–Mi casa está a las orillas del lago Lucerna, en el corazón del país. Es sin duda lo bastante grande para nosotros dos y nuestro hijo.
Sabía que estaba siendo modesto. La enorme mansión era una maravilla arquitectónica y tuvo que hacer un esfuerzo para contener la incomodidad que le suponía la idea de abrirla para otra persona, para Paula. Pero lo haría. Tenía que hacerlo.
–Tendrás acceso a todos lo que quieras. Pero necesito que entiendas algo.
La mirada de Paula se volvió más analítica, como si se hubiera dado cuenta de que aquello era lo más importante de todo.
–No te hagas ilusiones respecto a mí. Te prometo ahora que querré a nuestro hijo, me ocuparé de él y cubriré todas las necesidades que tenga. Pero no puedo ofrecer nada más.
Le estaba diciendo que no podía amarla, que no lo haría. Le estaba negando lo único que en realidad Paula había deseado siempre. Una oleada de tristeza se apoderó de ella, pero hizo un esfuerzo por centrarse en lo que le estaba ofreciendo. A su hijo no le faltaría nada, crecería con la seguridad que ella pensó que tenía hasta que la perdió. Su hijo no pasaría por la devastación que le tocó a ella.
–Una condición.
–Lo que sea –se apresuró a afirmar Pedro.
–Será una boda íntima. Sin invitados –no quería que aquel día fuera un espectáculo público.
No quería que su familia estuviera allí, que su madrastra transformara aquello en una farsa. Ya podía ver el brillo malicioso en los ojos de Valeria, la imagen de su madre en los de su padre, y la decepción en los de su hermano.
–¿Solo nosotros y dos testigos?
–Sí.
–Así será.
Pedro le tomó la mano por encima de la mesa y sintió el calor de sus dedos cuando le envolvió la piel. Un apretón de manos, como si aquello no fuera más que un contrato que acabaran de cerrar. Sintió que se le llenaban los ojos de lágrimas, pero se contuvo.

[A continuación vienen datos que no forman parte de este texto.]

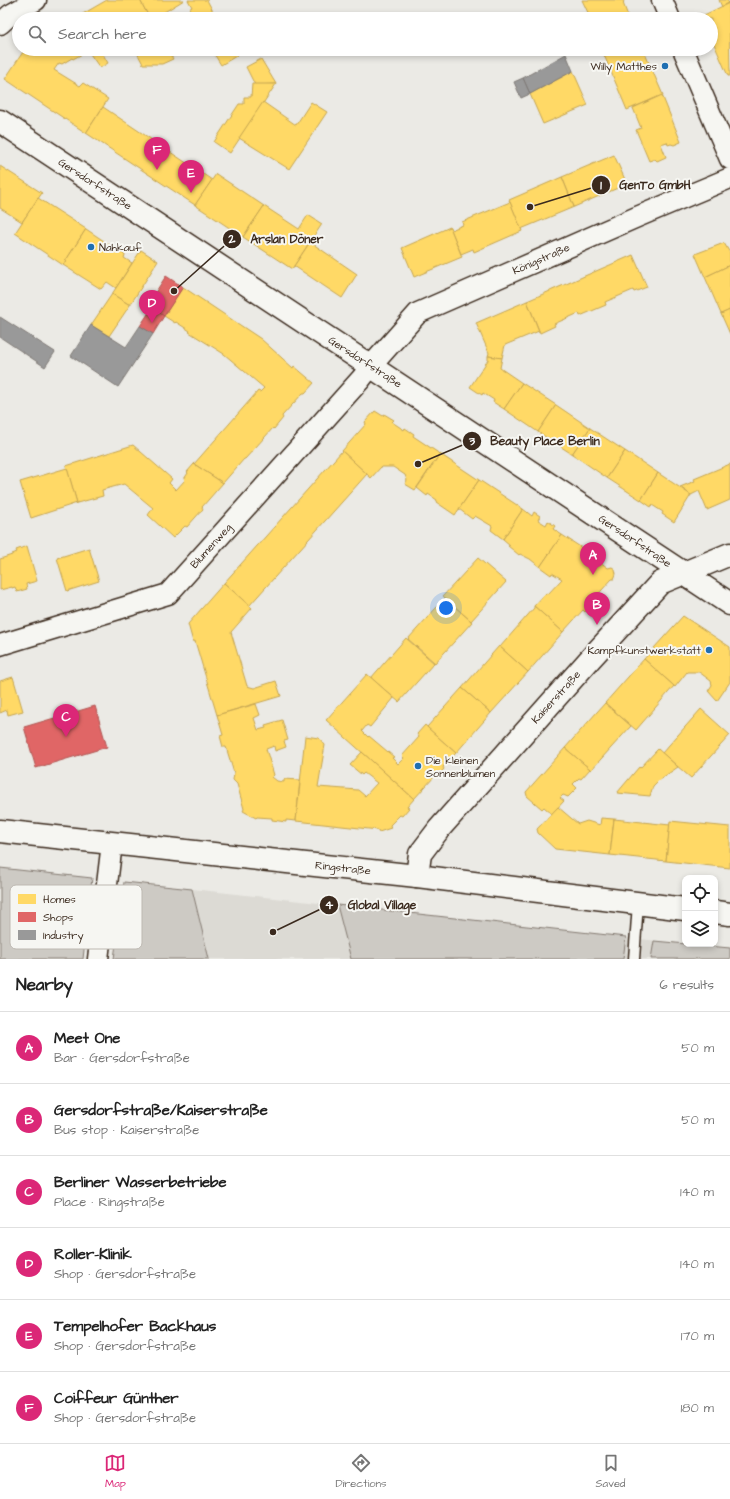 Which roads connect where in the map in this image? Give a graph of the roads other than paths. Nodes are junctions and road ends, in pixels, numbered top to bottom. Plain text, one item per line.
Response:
1 (36, 0) edge
2 (662, 0) edge
3 (15, 12) edge
4 (667, 12) edge
5 (12, 14) edge
6 (0, 24) edge
7 (686, 56) edge
8 (0, 121) edge
9 (730, 159) edge
10 (730, 178) edge
11 (371, 366) junction
12 (730, 554) edge
13 (684, 574) junction
14 (730, 604) edge
15 (0, 645) edge
16 (0, 831) edge
17 (112, 843) junction
18 (417, 876) junction
19 (107, 885) edge
20 (638, 903) junction
21 (682, 909) edge
22 (718, 912) edge
23 (730, 914) edge
24 (99, 949) edge
25 (98, 959) edge
26 (634, 959) edge

1 - 3 street
2 - 4 street
5 - 6 street
7 - 9 street
8 - 11 street, Gersdorfstraße
10 - 11 street, Königstraße
11 - 13 street, Gersdorfstraße
11 - 15 street, Blumenweg
12 - 13 street, Kaiserstraße
13 - 14 street, Gersdorfstraße
13 - 18 street, Kaiserstraße
16 - 17 street, Ringstraße
17 - 18 street, Ringstraße
17 - 19 street
18 - 20 street, Ringstraße
20 - 21 street, Ringstraße
20 - 26 lane
22 - 23 street
24 - 25 street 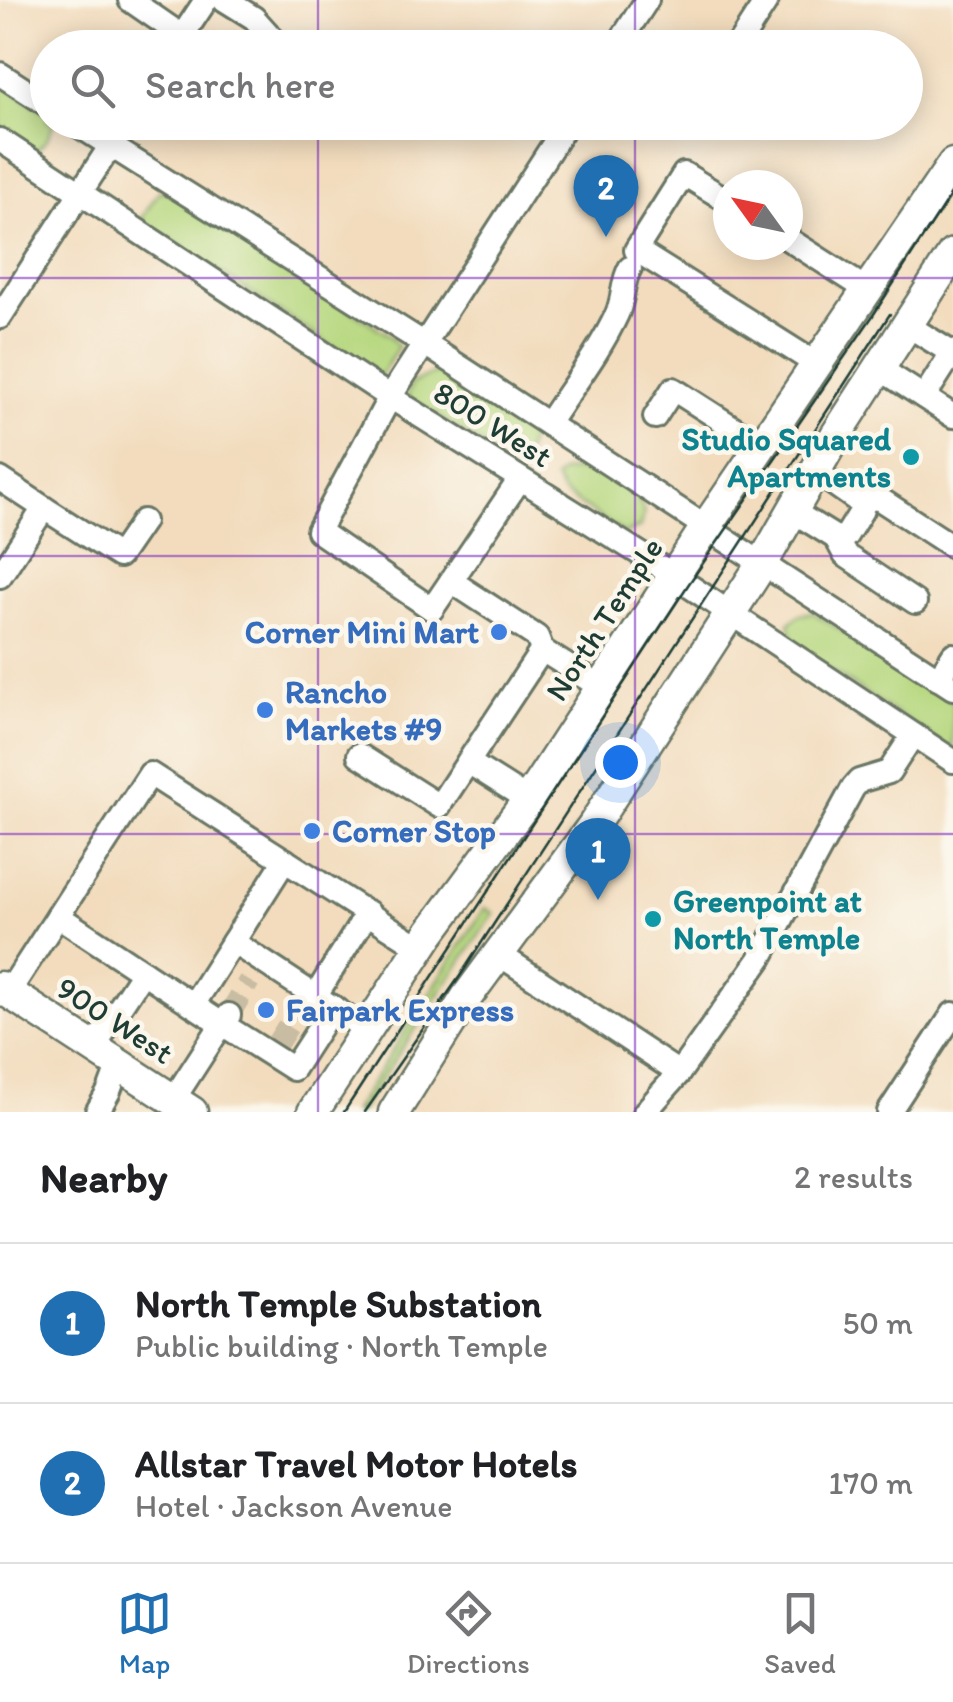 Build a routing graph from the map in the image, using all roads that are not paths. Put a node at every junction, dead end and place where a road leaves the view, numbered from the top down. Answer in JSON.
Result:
{"nodes":[{"id":1,"x":130,"y":0,"type":"edge"},
{"id":2,"x":206,"y":0,"type":"edge"},
{"id":3,"x":225,"y":0,"type":"edge"},
{"id":4,"x":647,"y":0,"type":"edge"},
{"id":5,"x":767,"y":0,"type":"edge"},
{"id":6,"x":164,"y":30,"type":"edge"},
{"id":7,"x":186,"y":30,"type":"edge"},
{"id":8,"x":265,"y":30,"type":"edge"},
{"id":9,"x":628,"y":30,"type":"edge"},
{"id":10,"x":748,"y":30,"type":"edge"},
{"id":11,"x":0,"y":74,"type":"edge"},
{"id":12,"x":30,"y":93,"type":"edge"},
{"id":13,"x":0,"y":140,"type":"edge"},
{"id":14,"x":100,"y":140,"type":"edge"},
{"id":15,"x":115,"y":140,"type":"edge"},
{"id":16,"x":556,"y":140,"type":"edge"},
{"id":17,"x":111,"y":147,"type":"junction"},
{"id":18,"x":953,"y":164,"type":"edge"},
{"id":19,"x":713,"y":192,"type":"edge"},
{"id":20,"x":81,"y":193,"type":"junction"},
{"id":21,"x":803,"y":249,"type":"edge"},
{"id":22,"x":953,"y":254,"type":"edge"},
{"id":23,"x":630,"y":268,"type":"dead end"},
{"id":24,"x":869,"y":291,"type":"junction"},
{"id":25,"x":0,"y":318,"type":"edge"},
{"id":26,"x":907,"y":325,"type":"junction"},
{"id":27,"x":424,"y":344,"type":"junction"},
{"id":28,"x":953,"y":354,"type":"edge"},
{"id":29,"x":818,"y":365,"type":"junction"},
{"id":30,"x":879,"y":368,"type":"junction"},
{"id":31,"x":390,"y":398,"type":"junction"},
{"id":32,"x":924,"y":398,"type":"junction"},
{"id":33,"x":953,"y":416,"type":"edge"},
{"id":34,"x":655,"y":417,"type":"dead end"},
{"id":35,"x":548,"y":424,"type":"junction"},
{"id":36,"x":762,"y":446,"type":"junction"},
{"id":37,"x":814,"y":471,"type":"junction"},
{"id":38,"x":0,"y":479,"type":"edge"},
{"id":39,"x":520,"y":479,"type":"junction"},
{"id":40,"x":858,"y":500,"type":"junction"},
{"id":41,"x":44,"y":508,"type":"junction"},
{"id":42,"x":794,"y":512,"type":"junction"},
{"id":43,"x":143,"y":521,"type":"dead end"},
{"id":44,"x":706,"y":527,"type":"junction"},
{"id":45,"x":836,"y":538,"type":"junction"},
{"id":46,"x":952,"y":546,"type":"edge"},
{"id":47,"x":762,"y":564,"type":"junction"},
{"id":48,"x":0,"y":576,"type":"edge"},
{"id":49,"x":675,"y":576,"type":"junction"},
{"id":50,"x":451,"y":582,"type":"junction"},
{"id":51,"x":915,"y":602,"type":"dead end"},
{"id":52,"x":730,"y":614,"type":"junction"},
{"id":53,"x":542,"y":650,"type":"junction"},
{"id":54,"x":953,"y":656,"type":"edge"},
{"id":55,"x":946,"y":683,"type":"edge"},
{"id":56,"x":602,"y":688,"type":"junction"},
{"id":57,"x":913,"y":735,"type":"junction"},
{"id":58,"x":359,"y":755,"type":"dead end"},
{"id":59,"x":953,"y":761,"type":"edge"},
{"id":60,"x":468,"y":762,"type":"junction"},
{"id":61,"x":528,"y":800,"type":"junction"},
{"id":62,"x":285,"y":860,"type":"junction"},
{"id":63,"x":368,"y":912,"type":"junction"},
{"id":64,"x":58,"y":916,"type":"junction"},
{"id":65,"x":233,"y":942,"type":"junction"},
{"id":66,"x":420,"y":946,"type":"junction"},
{"id":67,"x":500,"y":955,"type":"junction"},
{"id":68,"x":262,"y":961,"type":"junction"},
{"id":69,"x":143,"y":972,"type":"junction"},
{"id":70,"x":249,"y":981,"type":"tunnel mouth"},
{"id":71,"x":4,"y":990,"type":"edge"},
{"id":72,"x":320,"y":998,"type":"junction"},
{"id":73,"x":193,"y":1004,"type":"junction"},
{"id":74,"x":296,"y":1012,"type":"tunnel mouth"},
{"id":75,"x":953,"y":1014,"type":"edge"},
{"id":76,"x":226,"y":1019,"type":"junction"},
{"id":77,"x":367,"y":1030,"type":"junction"},
{"id":78,"x":106,"y":1056,"type":"junction"},
{"id":79,"x":680,"y":1073,"type":"junction"},
{"id":80,"x":187,"y":1109,"type":"edge"},
{"id":81,"x":98,"y":1112,"type":"edge"},
{"id":82,"x":313,"y":1112,"type":"edge"},
{"id":83,"x":394,"y":1112,"type":"edge"},
{"id":84,"x":646,"y":1112,"type":"edge"},
{"id":85,"x":889,"y":1112,"type":"edge"}],
"edges":[{"from":1,"to":6,"type":"street"},
{"from":2,"to":7,"type":"street"},
{"from":3,"to":8,"type":"street"},
{"from":4,"to":9,"type":"street"},
{"from":5,"to":10,"type":"street"},
{"from":11,"to":12,"type":"street"},
{"from":13,"to":20,"type":"street","name":"800 West"},
{"from":14,"to":17,"type":"street","name":"800 West"},
{"from":15,"to":17,"type":"street"},
{"from":16,"to":27,"type":"street"},
{"from":17,"to":20,"type":"street"},
{"from":17,"to":27,"type":"street","name":"800 West"},
{"from":18,"to":24,"type":"main road","name":"North Temple"},
{"from":19,"to":29,"type":"street"},
{"from":20,"to":25,"type":"street"},
{"from":20,"to":31,"type":"street","name":"800 West"},
{"from":21,"to":24,"type":"street"},
{"from":22,"to":26,"type":"main road"},
{"from":23,"to":35,"type":"street"},
{"from":24,"to":29,"type":"main road","name":"North Temple"},
{"from":26,"to":28,"type":"street"},
{"from":26,"to":30,"type":"main road"},
{"from":27,"to":31,"type":"street"},
{"from":27,"to":35,"type":"street","name":"800 West"},
{"from":28,"to":32,"type":"street"},
{"from":29,"to":36,"type":"main road","name":"North Temple"},
{"from":30,"to":32,"type":"street"},
{"from":30,"to":37,"type":"main road"},
{"from":31,"to":39,"type":"street","name":"800 West"},
{"from":31,"to":50,"type":"street"},
{"from":32,"to":33,"type":"street"},
{"from":34,"to":36,"type":"street"},
{"from":35,"to":44,"type":"street","name":"800 West"},
{"from":36,"to":44,"type":"main road","name":"North Temple"},
{"from":37,"to":40,"type":"street"},
{"from":37,"to":42,"type":"main road"},
{"from":38,"to":41,"type":"street"},
{"from":39,"to":49,"type":"street","name":"800 West"},
{"from":39,"to":50,"type":"street"},
{"from":40,"to":45,"type":"street"},
{"from":40,"to":46,"type":"street"},
{"from":41,"to":43,"type":"street"},
{"from":41,"to":48,"type":"street"},
{"from":42,"to":45,"type":"street"},
{"from":42,"to":47,"type":"main road"},
{"from":44,"to":47,"type":"street","name":"800 West"},
{"from":44,"to":49,"type":"main road","name":"North Temple"},
{"from":45,"to":51,"type":"street"},
{"from":47,"to":52,"type":"main road"},
{"from":47,"to":55,"type":"street","name":"800 West"},
{"from":49,"to":52,"type":"street","name":"800 West"},
{"from":49,"to":56,"type":"main road","name":"North Temple"},
{"from":50,"to":53,"type":"street"},
{"from":52,"to":57,"type":"street","name":"800 West"},
{"from":52,"to":67,"type":"main road"},
{"from":53,"to":56,"type":"street"},
{"from":53,"to":60,"type":"street"},
{"from":54,"to":55,"type":"street"},
{"from":56,"to":61,"type":"main road","name":"North Temple"},
{"from":57,"to":59,"type":"street","name":"800 West"},
{"from":57,"to":79,"type":"street"},
{"from":58,"to":60,"type":"street"},
{"from":60,"to":61,"type":"street"},
{"from":61,"to":66,"type":"main road","name":"North Temple"},
{"from":62,"to":63,"type":"street"},
{"from":62,"to":64,"type":"street"},
{"from":62,"to":65,"type":"street"},
{"from":63,"to":66,"type":"street"},
{"from":63,"to":72,"type":"street"},
{"from":64,"to":69,"type":"street"},
{"from":64,"to":71,"type":"street"},
{"from":65,"to":68,"type":"street"},
{"from":65,"to":73,"type":"street"},
{"from":66,"to":77,"type":"main road","name":"North Temple"},
{"from":67,"to":79,"type":"street"},
{"from":67,"to":83,"type":"main road"},
{"from":68,"to":70,"type":"street"},
{"from":68,"to":72,"type":"street"},
{"from":69,"to":73,"type":"street"},
{"from":69,"to":78,"type":"street"},
{"from":71,"to":78,"type":"main road","name":"900 West"},
{"from":72,"to":74,"type":"street"},
{"from":72,"to":76,"type":"street"},
{"from":72,"to":77,"type":"street"},
{"from":73,"to":76,"type":"street"},
{"from":75,"to":85,"type":"street"},
{"from":76,"to":80,"type":"street"},
{"from":77,"to":82,"type":"main road","name":"North Temple"},
{"from":78,"to":80,"type":"main road","name":"900 West"},
{"from":78,"to":81,"type":"street"},
{"from":79,"to":84,"type":"street"}]}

Pedro quería una boda rápida, pero ni siquiera él, con todo su poder y su dinero, podía forzar la maquinaria de la burocracia suiza. Cuando su solicitud de matrimonio pasó por el filtro del papeleo, todavía tuvieron que esperar diez días antes de la ceremonia. Y utilizó bien el tiempo. Iba a ser padre. No le había quedado más remedio que asimilar la noticia en cuestión de horas. Pero la fuerza de la conexión que sentía con su hijo le impresionaba. Su determinación por protegerlo. Había vivido tanto tiempo evitando cualquier tipo de compromiso o de conexión con los demás que pensó que se resentiría, pero estaba equivocado. El compás de su vida había cambiado en un instante, y ahora señalaba únicamente a su hijo y a Paula. Y cuando se miró en el espejo, con el traje azul oscuro y la camisa azul pálido casi blanca, se preguntó por primera vez desde hacía muchísimos años qué pensaría su padre. Se centró en sus facciones en busca de alguna señal del padre al que tanto había querido y que había entrado en la casa en llamas para sacar a su hijo, sin pensar en su propio riesgo. A continuación entró de nuevo para intentar sacar a su esposa. Una dolorosa cuchillada le atravesó el pecho antes de cerrar la puerta a aquellos pensamientos.
–Ah, Pedro.
Se giró y se encontró con Sergio en el umbral vestido también de traje. El hombre asintió con la cabeza en señal de aprobación.
–Estarían muy orgullosos de tí.
Pedro apretó los dientes para contener aquella sensación. Dudaba mucho que sus padres estuvieran orgullosos de que forzara a una chica inocente a formar parte de un matrimonio que no deseaba.
–¿Dónde está David? –preguntó.
Después de casi once años juntos, Sergio y David se habían casado finalmente cuando se aprobó en California la ley que permitía el matrimonio de las personas del mismo sexo.
–Ha ido a recoger a Paula al hotel. Quería acompañarla a la oficina del registro para que no fuera sola.
Pedro soltó una palabrota entre dientes. ¿Cómo no había pensado en aquello? ¿De verdad era tan malnacido como para no ver el principal deseo emocional que Paula seguramente necesitaba satisfacer el día de su boda? Podría hacerlo mejor. Y lo haría.